▶ **Task goal**: Go through the data below and gather each line containing "Cerrada".

▶ **Material for this exercise**:

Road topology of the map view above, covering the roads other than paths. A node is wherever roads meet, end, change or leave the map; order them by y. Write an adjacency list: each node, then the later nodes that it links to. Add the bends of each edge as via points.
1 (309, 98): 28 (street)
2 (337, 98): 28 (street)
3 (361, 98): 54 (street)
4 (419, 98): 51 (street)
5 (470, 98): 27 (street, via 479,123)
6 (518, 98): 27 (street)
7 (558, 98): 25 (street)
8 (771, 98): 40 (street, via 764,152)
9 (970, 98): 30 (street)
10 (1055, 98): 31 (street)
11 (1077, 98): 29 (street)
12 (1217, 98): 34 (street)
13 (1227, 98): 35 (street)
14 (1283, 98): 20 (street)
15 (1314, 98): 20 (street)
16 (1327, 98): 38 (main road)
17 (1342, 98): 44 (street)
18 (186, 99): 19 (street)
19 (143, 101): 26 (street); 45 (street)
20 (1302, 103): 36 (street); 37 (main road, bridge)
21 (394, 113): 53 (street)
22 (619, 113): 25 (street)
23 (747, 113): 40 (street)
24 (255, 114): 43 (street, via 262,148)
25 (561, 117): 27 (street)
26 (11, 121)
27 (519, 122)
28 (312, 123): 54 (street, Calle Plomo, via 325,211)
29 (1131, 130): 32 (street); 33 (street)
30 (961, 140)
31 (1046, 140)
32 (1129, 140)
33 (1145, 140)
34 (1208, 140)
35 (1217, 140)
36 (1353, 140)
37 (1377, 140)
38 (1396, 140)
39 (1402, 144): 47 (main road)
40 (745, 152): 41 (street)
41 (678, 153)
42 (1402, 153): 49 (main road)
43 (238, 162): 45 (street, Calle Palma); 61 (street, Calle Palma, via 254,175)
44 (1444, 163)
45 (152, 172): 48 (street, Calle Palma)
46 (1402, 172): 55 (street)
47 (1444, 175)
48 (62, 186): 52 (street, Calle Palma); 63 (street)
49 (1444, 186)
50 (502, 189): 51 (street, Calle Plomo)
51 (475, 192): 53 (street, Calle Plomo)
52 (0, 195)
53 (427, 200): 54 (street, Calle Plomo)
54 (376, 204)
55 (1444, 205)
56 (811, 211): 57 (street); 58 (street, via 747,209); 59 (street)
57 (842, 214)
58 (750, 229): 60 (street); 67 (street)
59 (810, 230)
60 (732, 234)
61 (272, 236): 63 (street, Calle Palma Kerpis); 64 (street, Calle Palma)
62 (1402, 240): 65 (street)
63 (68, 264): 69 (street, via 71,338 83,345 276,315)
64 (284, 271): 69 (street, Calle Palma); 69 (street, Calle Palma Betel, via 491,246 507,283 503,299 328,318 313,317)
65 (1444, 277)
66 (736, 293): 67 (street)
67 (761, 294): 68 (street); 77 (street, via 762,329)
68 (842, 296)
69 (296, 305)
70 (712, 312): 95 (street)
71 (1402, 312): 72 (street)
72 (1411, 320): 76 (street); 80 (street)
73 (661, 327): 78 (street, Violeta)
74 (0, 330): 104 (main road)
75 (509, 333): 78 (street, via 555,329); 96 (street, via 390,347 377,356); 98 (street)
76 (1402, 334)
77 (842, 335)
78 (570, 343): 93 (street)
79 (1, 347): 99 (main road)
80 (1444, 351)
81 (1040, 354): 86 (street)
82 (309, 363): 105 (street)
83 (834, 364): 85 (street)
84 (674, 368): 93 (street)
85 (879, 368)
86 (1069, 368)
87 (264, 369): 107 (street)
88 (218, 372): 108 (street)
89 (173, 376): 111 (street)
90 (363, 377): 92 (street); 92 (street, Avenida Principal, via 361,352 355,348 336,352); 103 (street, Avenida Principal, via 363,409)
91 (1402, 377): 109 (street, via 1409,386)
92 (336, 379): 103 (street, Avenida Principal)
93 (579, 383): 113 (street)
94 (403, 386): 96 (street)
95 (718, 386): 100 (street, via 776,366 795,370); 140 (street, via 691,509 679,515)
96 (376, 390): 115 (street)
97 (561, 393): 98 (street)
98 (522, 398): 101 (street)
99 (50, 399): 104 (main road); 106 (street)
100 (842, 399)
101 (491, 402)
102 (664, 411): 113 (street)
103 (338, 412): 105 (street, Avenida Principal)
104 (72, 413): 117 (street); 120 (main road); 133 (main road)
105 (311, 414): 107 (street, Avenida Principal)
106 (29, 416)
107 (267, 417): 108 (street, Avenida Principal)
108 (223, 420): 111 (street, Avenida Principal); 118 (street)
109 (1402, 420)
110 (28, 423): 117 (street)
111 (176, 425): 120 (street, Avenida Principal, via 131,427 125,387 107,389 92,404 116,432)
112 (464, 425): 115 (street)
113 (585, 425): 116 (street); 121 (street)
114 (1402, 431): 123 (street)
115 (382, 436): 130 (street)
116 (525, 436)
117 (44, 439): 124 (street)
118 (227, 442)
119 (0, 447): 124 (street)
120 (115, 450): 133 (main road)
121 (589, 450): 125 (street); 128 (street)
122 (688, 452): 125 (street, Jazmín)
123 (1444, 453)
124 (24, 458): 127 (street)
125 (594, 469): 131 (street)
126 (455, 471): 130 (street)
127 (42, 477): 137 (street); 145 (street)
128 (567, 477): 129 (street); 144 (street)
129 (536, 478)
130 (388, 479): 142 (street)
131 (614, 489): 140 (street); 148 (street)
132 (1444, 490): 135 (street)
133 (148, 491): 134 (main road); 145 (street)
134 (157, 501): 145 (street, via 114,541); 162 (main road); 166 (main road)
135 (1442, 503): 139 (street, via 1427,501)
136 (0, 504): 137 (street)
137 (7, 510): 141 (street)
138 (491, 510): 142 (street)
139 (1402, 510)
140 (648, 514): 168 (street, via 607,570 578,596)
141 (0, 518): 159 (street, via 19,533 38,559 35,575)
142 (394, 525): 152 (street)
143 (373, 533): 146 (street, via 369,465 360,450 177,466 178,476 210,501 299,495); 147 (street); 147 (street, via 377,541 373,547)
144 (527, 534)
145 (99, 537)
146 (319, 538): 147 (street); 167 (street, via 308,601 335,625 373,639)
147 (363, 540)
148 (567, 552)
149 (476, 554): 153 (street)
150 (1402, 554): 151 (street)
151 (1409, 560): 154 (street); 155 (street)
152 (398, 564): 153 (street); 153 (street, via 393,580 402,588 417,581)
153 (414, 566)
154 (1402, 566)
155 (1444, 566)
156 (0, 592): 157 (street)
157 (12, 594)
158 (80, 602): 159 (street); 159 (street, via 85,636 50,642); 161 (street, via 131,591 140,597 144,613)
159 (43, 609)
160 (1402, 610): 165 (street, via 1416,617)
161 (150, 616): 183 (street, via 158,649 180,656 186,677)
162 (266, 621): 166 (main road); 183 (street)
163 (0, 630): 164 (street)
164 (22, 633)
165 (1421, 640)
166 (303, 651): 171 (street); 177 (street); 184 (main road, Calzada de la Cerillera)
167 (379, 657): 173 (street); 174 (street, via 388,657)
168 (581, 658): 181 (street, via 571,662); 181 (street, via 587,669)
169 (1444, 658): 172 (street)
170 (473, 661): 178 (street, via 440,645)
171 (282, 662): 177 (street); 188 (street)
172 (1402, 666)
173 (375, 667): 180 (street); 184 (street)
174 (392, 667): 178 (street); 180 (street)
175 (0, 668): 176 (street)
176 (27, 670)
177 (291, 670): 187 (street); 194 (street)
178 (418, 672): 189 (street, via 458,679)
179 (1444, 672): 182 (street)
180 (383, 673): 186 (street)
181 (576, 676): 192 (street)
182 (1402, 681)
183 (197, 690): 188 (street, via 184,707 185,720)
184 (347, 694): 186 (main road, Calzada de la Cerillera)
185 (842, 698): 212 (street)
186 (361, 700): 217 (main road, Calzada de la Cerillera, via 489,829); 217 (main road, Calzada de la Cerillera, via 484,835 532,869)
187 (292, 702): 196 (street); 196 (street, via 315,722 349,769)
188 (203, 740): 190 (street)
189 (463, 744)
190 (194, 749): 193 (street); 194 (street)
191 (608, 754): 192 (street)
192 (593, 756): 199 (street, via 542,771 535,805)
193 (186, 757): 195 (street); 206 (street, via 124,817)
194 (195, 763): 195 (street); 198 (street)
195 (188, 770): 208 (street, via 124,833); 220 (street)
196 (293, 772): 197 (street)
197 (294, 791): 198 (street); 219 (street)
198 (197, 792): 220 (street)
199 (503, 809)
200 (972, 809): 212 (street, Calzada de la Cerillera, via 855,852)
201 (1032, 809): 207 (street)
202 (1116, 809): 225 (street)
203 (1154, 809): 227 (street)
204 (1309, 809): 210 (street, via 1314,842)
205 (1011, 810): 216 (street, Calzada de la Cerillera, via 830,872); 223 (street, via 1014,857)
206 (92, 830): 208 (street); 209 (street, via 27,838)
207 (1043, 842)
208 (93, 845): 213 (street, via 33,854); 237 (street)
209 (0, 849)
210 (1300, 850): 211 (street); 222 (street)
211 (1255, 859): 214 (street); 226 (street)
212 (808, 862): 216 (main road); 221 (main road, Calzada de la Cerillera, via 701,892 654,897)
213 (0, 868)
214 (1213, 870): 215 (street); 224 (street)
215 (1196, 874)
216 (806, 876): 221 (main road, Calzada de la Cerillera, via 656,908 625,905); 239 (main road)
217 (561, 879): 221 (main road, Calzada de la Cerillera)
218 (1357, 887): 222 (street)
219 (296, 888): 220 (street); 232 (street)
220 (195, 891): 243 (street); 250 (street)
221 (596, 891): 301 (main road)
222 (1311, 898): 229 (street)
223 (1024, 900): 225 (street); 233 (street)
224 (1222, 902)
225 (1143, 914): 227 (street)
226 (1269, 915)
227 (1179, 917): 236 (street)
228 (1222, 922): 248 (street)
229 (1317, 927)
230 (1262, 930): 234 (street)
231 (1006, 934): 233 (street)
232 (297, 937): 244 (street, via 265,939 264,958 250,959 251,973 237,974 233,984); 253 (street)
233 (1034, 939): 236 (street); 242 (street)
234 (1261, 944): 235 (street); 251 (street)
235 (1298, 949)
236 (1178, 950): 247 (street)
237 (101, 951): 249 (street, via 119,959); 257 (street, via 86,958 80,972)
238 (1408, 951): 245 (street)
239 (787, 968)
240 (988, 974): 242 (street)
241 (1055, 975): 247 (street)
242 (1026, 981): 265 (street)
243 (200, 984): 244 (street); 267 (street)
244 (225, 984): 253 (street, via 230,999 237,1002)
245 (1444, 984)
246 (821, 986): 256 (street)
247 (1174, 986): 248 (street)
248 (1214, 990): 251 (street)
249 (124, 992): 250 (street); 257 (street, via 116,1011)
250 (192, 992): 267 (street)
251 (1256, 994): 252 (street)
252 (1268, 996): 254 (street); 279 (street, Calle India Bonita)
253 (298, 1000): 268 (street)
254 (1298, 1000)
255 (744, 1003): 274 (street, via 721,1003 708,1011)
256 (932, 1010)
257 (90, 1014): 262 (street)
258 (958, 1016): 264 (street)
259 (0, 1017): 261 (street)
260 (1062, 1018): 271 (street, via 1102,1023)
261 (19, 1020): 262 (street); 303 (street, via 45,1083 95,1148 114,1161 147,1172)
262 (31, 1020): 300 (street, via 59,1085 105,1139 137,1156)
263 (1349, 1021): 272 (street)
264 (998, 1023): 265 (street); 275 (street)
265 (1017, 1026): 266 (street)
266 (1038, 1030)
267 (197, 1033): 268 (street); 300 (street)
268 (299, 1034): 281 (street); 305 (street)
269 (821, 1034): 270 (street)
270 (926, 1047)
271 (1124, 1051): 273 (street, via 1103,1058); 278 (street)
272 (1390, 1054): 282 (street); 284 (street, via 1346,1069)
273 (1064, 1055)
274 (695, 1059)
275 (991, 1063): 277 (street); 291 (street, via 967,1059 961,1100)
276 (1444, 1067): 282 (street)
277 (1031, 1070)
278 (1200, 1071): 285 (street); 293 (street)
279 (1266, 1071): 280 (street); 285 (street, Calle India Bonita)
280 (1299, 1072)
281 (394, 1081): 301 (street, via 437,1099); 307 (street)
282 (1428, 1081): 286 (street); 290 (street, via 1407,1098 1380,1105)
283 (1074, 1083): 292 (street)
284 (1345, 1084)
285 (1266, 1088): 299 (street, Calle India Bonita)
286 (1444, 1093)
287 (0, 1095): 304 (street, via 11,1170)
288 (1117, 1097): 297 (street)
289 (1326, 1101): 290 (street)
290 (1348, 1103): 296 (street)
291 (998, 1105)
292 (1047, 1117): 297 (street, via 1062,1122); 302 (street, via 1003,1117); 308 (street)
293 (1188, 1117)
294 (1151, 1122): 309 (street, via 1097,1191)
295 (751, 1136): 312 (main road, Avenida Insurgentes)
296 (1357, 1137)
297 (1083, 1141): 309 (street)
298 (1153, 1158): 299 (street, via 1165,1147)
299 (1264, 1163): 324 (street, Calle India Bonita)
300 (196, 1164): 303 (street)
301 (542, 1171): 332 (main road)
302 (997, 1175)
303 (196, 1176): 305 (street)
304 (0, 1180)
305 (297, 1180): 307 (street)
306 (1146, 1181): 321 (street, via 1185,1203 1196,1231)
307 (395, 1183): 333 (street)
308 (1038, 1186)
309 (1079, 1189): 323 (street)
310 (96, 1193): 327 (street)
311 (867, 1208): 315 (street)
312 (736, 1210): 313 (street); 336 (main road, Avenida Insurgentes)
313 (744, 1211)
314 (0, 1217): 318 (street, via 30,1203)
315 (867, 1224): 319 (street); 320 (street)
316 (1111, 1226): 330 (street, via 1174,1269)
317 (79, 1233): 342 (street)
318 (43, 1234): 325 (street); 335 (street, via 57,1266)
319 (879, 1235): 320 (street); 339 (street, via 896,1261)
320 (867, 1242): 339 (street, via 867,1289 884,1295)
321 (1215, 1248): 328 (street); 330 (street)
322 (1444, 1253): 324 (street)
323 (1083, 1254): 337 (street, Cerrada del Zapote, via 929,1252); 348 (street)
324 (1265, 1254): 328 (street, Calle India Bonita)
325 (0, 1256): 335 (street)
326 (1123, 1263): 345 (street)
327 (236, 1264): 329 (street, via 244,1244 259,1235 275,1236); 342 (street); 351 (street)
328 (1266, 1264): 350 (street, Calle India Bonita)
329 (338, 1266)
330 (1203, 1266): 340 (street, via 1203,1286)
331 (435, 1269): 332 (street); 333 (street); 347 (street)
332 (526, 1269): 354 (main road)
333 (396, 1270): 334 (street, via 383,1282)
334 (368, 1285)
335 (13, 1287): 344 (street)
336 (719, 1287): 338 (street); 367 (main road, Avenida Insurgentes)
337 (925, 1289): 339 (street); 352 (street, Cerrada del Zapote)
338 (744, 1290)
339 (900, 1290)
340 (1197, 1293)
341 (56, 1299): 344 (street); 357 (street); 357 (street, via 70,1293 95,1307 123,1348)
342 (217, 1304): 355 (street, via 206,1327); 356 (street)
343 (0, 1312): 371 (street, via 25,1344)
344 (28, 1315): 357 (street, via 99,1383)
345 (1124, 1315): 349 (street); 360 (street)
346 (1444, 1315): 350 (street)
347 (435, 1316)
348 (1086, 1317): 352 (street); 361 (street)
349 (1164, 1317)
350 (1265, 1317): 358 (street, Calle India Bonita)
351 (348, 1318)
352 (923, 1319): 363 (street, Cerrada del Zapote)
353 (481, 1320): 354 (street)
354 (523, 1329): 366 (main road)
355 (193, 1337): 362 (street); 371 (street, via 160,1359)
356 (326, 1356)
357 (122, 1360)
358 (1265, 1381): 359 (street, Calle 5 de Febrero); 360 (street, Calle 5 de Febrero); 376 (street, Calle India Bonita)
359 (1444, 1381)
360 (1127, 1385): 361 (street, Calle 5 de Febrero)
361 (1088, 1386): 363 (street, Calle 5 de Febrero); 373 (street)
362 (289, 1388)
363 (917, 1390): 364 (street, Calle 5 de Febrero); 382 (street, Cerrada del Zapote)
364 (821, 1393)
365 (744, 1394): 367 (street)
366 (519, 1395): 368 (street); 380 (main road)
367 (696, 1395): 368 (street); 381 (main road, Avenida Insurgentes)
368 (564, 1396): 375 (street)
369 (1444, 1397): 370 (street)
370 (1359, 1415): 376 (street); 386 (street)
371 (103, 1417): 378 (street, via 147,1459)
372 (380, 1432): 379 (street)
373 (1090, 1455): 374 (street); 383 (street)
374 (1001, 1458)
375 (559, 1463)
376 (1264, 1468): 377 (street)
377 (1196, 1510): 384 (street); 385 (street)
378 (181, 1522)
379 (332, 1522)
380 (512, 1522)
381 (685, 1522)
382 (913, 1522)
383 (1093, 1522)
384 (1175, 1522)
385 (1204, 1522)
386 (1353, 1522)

▶ **Solution below**:
323 (1083, 1254): 337 (street, Cerrada del Zapote, via 929,1252); 348 (street)
337 (925, 1289): 339 (street); 352 (street, Cerrada del Zapote)
352 (923, 1319): 363 (street, Cerrada del Zapote)
363 (917, 1390): 364 (street, Calle 5 de Febrero); 382 (street, Cerrada del Zapote)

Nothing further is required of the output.